What you should do
Only one stretch of the records below is wanted: the lines from the one holding "cairo_show_text(cr, s);" through the one holding "cairo_arc(cr, x + w - r, y + r, r, 1.5". Return it exactly, both ends included.

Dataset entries
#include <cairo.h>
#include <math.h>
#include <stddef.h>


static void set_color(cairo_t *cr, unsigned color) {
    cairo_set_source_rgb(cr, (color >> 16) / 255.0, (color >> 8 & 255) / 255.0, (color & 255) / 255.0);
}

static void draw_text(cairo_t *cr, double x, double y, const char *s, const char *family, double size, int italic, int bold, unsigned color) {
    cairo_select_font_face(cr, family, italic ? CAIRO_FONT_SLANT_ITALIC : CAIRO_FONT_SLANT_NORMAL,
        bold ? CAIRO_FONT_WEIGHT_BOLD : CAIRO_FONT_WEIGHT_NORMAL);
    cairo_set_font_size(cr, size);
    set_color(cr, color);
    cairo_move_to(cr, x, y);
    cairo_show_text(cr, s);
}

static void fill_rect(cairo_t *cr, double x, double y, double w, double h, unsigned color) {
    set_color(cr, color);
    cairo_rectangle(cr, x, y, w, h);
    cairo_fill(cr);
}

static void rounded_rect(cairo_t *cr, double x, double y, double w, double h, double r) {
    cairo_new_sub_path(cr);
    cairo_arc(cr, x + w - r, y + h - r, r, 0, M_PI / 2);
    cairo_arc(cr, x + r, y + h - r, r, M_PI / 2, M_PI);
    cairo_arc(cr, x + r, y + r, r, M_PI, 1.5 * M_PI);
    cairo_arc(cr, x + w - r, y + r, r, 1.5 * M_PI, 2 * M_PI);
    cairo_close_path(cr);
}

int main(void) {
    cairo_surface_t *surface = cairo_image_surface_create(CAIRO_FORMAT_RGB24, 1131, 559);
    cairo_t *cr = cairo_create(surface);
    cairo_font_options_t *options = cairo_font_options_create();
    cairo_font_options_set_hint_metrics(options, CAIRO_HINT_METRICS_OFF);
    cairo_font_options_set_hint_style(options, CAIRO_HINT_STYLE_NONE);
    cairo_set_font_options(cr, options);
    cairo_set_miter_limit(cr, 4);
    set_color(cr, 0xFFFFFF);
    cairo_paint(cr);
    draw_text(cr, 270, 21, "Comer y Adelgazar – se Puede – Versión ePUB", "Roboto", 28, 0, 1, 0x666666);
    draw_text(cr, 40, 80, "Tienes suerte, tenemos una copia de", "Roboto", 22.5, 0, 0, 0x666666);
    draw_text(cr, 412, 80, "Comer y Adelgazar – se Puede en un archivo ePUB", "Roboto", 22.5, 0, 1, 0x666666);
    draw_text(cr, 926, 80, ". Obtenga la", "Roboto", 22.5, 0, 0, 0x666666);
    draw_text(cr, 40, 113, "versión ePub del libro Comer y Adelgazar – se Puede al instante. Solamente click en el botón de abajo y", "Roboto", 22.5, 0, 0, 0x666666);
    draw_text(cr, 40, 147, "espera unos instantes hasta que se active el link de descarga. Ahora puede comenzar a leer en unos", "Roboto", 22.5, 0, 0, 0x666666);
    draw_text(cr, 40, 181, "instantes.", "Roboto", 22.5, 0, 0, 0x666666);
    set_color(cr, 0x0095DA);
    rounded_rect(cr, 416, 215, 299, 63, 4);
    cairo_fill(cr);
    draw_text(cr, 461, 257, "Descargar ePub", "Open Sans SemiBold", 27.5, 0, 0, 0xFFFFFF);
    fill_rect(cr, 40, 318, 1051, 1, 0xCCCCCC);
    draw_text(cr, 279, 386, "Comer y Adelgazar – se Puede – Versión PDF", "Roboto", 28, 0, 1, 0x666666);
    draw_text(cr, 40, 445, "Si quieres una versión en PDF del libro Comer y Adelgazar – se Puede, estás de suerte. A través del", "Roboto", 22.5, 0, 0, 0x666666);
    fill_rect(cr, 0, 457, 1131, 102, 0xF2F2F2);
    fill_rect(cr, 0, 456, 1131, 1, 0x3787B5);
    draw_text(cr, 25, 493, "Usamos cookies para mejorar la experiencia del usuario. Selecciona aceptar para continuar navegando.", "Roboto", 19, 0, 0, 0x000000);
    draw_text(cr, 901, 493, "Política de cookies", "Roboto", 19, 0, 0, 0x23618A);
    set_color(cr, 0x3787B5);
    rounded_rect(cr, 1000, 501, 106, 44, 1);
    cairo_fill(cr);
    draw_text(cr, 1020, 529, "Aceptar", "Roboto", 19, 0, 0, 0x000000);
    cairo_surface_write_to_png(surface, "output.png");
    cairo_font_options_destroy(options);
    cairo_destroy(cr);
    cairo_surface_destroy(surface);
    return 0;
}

Result of the task
    cairo_show_text(cr, s);
}

static void fill_rect(cairo_t *cr, double x, double y, double w, double h, unsigned color) {
    set_color(cr, color);
    cairo_rectangle(cr, x, y, w, h);
    cairo_fill(cr);
}

static void rounded_rect(cairo_t *cr, double x, double y, double w, double h, double r) {
    cairo_new_sub_path(cr);
    cairo_arc(cr, x + w - r, y + h - r, r, 0, M_PI / 2);
    cairo_arc(cr, x + r, y + h - r, r, M_PI / 2, M_PI);
    cairo_arc(cr, x + r, y + r, r, M_PI, 1.5 * M_PI);
    cairo_arc(cr, x + w - r, y + r, r, 1.5 * M_PI, 2 * M_PI);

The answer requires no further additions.